The Sheffield Support Snood: The development of a novel cervical orthosis to support neck weakness due to neurological disease

Many people with neurological conditions develop neck muscle weakness, leading to pain and restricted movement, as well as problems with swallowing, breathing and communication.  The Sheffield Support Snood helps to alleviate these problems.

Project Lead and Organisation

Dr Chris McDermott, Sheffield Institute for Translational Neuroscience (SITraN), University of Sheffield

When did project start?


Clinical Requirement

There are around 5000 people in the UK living with motor neurone disease (MND)/Amyotrophic Lateral Sclerosis (ALS). Current practice and guidelines for care of patients with MND/ALS recommend the use of neck orthoses to compensate for neck weakness and to provide support.  A review of the available orthoses described discomfort and restriction for patients, and concluded that there was a need for a new device that fully addressed the needs of people with MND/ALS.

The Solution

The need for this project came directly from users and carers.  The project was initially proposed by a Clinical Studies Group for Motor Neuron Disease (MND), with support from carers and patients, who approached Devices for Dignity (D4D) with the view that the current cervical orthoses are inadequate in terms of function and comfort.

A collaborative project between D4D, the University of Sheffield, the Motor Neuron Disease Association (MNDA) charity and Sheffield Hallam University obtained NIHR i4i funding to work in collaboration with patients, carers, designers, physiotherapists and a consultant neurologist to develop a new orthotic collar.  The project has developed a CE marked class 1 medical device, the Sheffield Support Snood, which is currently being trialled with 150 patients with neck weakness as a result of their neurological condition across 10 sites in the UK and Ireland.

D4D has taken the lead role with regard to project management and clinical trial management to ensure the project delivers against its objectives, as well as the regulatory arrangements through to the granting of the CE mark.  It is through D4D’s Core Team that the study was able to re-open on the NIHR CRN Portfolio.  In parallel to this activity, D4D has also been active in managing the IP aspects of this device and in exploring the most suitable business/manufacturing partners to ensure this product is licenced with a suitable return on investment to the NHS while offering the product to patients at an affordable price.


Whilst the cervical orthosis developed as a result of this project uses MND as a case condition, it will also benefit individuals with weakness of the neck muscles due to other diseases, such as stroke, myopathy, dystonia and multiple sclerosis.  In addition to the 5000 people in the UK living with MND/ALS, there is also an estimated 100,000 people living with multiple sclerosis and 250,000 people living with the effects of stroke.
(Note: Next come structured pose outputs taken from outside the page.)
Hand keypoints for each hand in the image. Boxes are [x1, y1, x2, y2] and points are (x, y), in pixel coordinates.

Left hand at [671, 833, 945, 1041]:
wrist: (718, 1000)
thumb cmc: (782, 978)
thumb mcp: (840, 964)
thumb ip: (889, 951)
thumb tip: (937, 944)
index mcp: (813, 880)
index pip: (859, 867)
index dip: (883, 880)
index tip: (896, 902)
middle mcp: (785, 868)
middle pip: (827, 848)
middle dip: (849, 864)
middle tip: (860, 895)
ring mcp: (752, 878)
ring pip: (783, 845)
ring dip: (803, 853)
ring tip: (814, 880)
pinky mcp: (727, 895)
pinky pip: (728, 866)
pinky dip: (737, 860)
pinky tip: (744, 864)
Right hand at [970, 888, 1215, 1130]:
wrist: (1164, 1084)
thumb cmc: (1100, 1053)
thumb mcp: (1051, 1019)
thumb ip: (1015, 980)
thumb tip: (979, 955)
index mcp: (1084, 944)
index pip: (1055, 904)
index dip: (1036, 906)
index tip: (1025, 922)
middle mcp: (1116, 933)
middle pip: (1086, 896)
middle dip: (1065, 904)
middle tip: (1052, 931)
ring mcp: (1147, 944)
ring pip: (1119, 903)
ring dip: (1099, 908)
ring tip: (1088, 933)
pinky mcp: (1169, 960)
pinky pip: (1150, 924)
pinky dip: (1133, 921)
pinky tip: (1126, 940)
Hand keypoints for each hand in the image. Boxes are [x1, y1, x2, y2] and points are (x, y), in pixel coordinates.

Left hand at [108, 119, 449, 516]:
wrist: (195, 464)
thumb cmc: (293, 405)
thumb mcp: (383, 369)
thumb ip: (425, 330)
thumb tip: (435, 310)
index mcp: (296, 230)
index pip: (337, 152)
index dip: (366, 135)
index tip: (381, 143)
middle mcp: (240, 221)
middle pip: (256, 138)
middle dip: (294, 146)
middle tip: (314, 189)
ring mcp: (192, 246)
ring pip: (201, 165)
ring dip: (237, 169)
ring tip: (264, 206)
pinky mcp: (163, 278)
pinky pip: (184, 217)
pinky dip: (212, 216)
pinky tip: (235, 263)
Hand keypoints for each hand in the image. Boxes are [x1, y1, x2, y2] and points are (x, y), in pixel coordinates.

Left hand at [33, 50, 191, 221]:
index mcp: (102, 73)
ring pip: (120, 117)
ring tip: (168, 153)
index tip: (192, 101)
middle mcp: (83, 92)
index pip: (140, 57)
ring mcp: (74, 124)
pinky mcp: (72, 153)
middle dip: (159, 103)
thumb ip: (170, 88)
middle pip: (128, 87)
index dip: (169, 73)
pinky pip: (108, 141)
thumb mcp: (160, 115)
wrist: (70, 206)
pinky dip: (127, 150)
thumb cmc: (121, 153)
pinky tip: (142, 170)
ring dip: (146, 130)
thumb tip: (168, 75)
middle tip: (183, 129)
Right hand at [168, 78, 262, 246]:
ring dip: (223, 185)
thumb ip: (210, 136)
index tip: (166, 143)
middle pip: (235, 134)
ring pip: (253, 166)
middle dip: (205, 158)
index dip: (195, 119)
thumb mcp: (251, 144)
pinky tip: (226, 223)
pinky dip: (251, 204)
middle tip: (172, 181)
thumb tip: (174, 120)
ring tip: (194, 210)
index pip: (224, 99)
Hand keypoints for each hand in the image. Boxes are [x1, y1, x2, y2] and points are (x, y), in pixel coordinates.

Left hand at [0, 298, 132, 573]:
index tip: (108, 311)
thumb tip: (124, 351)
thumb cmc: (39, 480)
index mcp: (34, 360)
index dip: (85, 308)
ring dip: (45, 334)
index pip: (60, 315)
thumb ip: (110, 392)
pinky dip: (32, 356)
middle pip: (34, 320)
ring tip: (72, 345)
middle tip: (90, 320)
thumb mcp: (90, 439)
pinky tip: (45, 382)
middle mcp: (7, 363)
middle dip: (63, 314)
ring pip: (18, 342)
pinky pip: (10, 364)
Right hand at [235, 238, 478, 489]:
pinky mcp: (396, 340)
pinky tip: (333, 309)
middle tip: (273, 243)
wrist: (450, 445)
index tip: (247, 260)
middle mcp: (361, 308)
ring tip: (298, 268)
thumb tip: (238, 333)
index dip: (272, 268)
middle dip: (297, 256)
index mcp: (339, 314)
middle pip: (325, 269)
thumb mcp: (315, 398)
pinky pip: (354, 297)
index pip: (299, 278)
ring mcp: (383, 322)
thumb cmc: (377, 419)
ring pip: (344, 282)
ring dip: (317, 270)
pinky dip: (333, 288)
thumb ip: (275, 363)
Having spoken with a number of healthcare professionals, it is clear that there is a need in the cervical orthoses market for a collar that provides support, without restricting movement, which is exactly what the Sheffield Support Snood offers.  Having completed a successful pilot study on 20 patients, the team have gone on to conduct a full Clinical Evaluation in 150 patients with MND and other conditions whereby patients suffer neck muscle weakness.  Early feedback that we have received from patients and carers has been extremely positive and encouraging:

“No comparison to other collars – it works”

“This collar gives support but also freedom of movement – I can wear it to drive.”

“My head is better positioned therefore do not feel as tired as before having the head resting on my chest.”

“[This collar] has helped me to enjoy shopping again because my head is up.”


  • NIHR HTC Devices for Dignity (D4D)
  • Sheffield Teaching Hospitals NHS Foundation Trust
  • Sheffield Hallam University
  • The University of Sheffield
  • Barnsley Hospital NHS Foundation Trust
  • Motor Neurone Disease Association (MNDA)
  • NIHR Invention for Innovation (i4i)
  • National Institute for Health Research (NIHR)


  • Baxter, S et al. (2016) Evaluating a novel cervical orthosis, the Sheffield Support Snood, in patients with amyotrophic lateral sclerosis/motor neuron disease with neck weakness. Amyotrophic Lateral Sclerosis and Frontotemporal Degeneration, 1-7.
  • Pancani, S. et al. (2015). Assessment of the Sheffield Support Snood, an innovative cervical orthosis designed for people affected by neck weakness.  Clinical Biomechanice, 32, 201-206.
  • Heath, R. et al. (2015). Head up: an interdisciplinary, participatory and co-design process informing the development of a novel neck support for people living with progressive neck muscle weakness. Journal of Medical Engineering & Technology, 39 (7), 404-410.


Patent Filings: patent applications covering the configuration and design approach have been filed as follows:

  • GB2516725 (B1) granted 29th September 2015, published 28th October 2015
  • US2016074202 (A1) published 17th March 2016 claiming priority 9th May 2013
  • EP2994077 (A1) published 16th March 2016 claiming priority 9th May 2013
  • Patents are pending in the US and Europe.